If this is true, why then couldn’t Arm prevent Qualcomm from using a license agreement they had with a company Qualcomm bought?
The Arm Qualcomm case is bullshit, if you make a license agreement with a company that is later bought by a bigger company, it’s no longer the same “legal person”. And should absolutely void the license.This is specific to a deal between AMD and Intel that goes back to the 90s. Only Intel and AMD can create somewhat modern x86 CPUs because everything is a patent minefield. They cross license their own stuff but don’t want a third competitor so the agreement is voided if either of them gets sold.
Contracts are no where near that standardized, it might just come down to the specific language/clause that was used, either done deliberately or just some lawyer group’s normalized process.
… *nowhere
Still the contract should be void, when the legal entity ceases to exist.

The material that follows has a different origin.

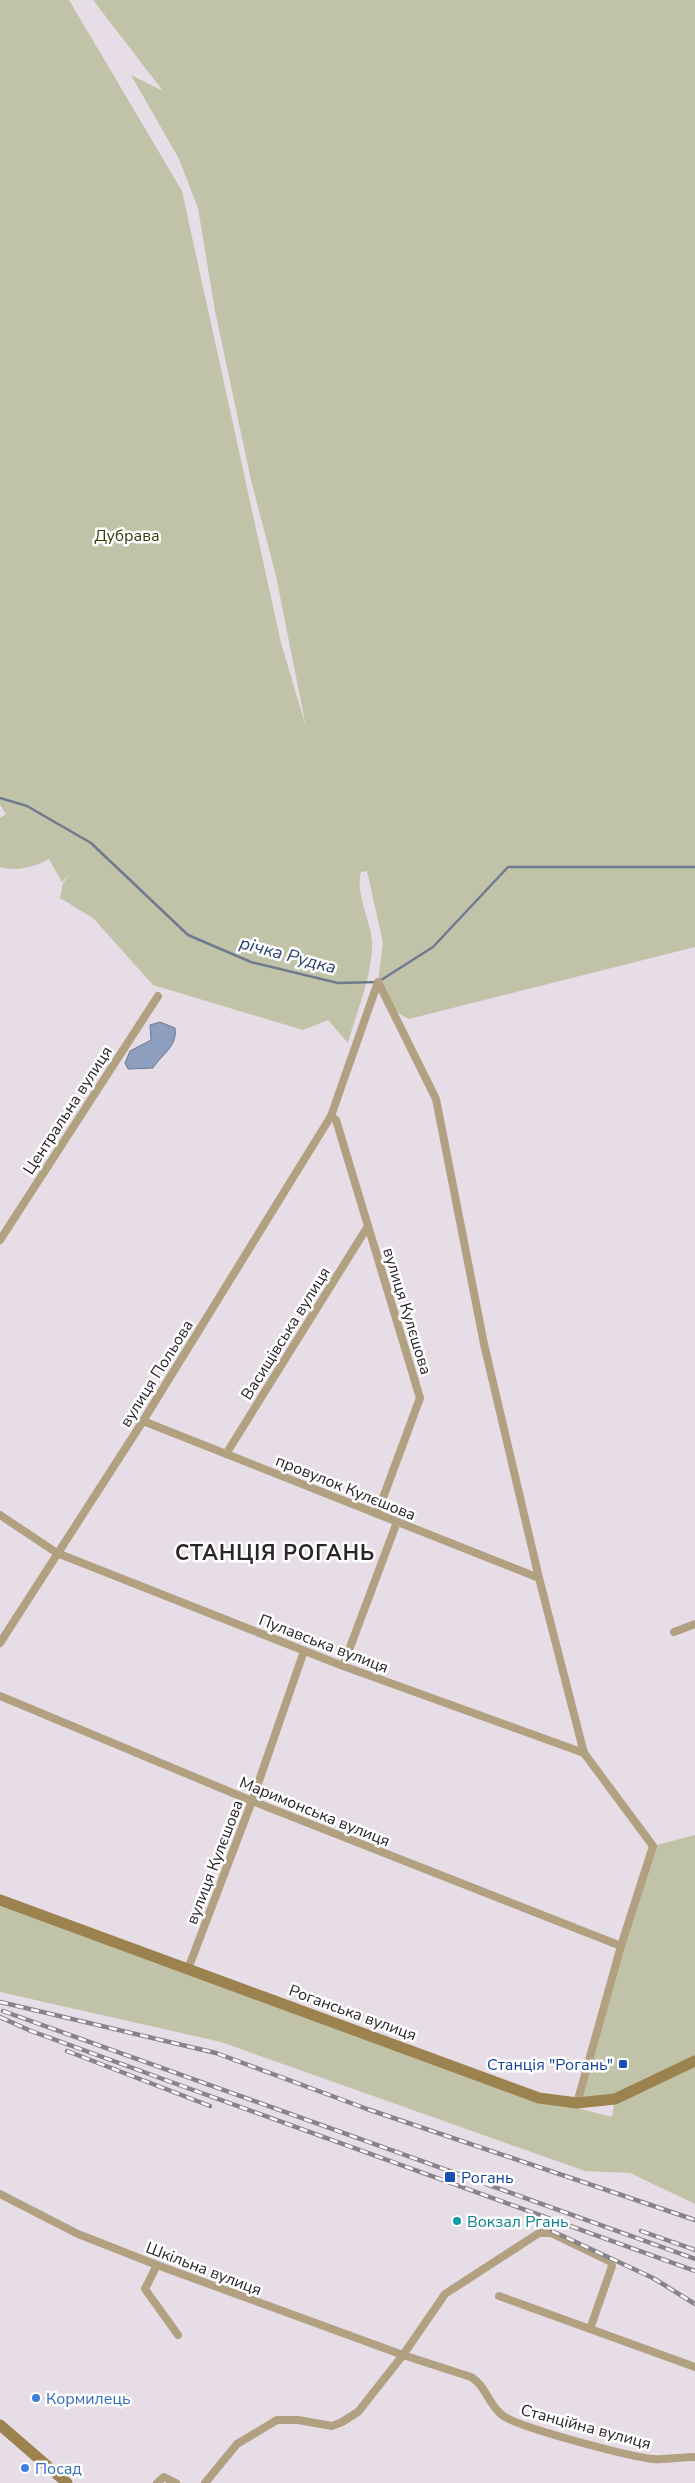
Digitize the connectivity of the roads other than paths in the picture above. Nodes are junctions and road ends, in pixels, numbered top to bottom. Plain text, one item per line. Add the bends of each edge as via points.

When a company is bought, it’s not the same legal entity or “person”.Seems to me this is merely arbitrary bullshit, where American courts tend to favor American companies.
Sounds like a great and easy way to get out of contracts by selling yourself to yourself for $1.
Why would a contract be null and void due to a sale…? That makes no sense at all.
Same reason when companies play the same game with consumers.
“Non transferable warranties and EULAs”
You’re not actually trying to paint that as somehow a good thing though, are you?
As specified in the term, that’s negotiated up front it doesn’t transfer. Not every contract stipulates that, and some do transfer… so there is precedence already.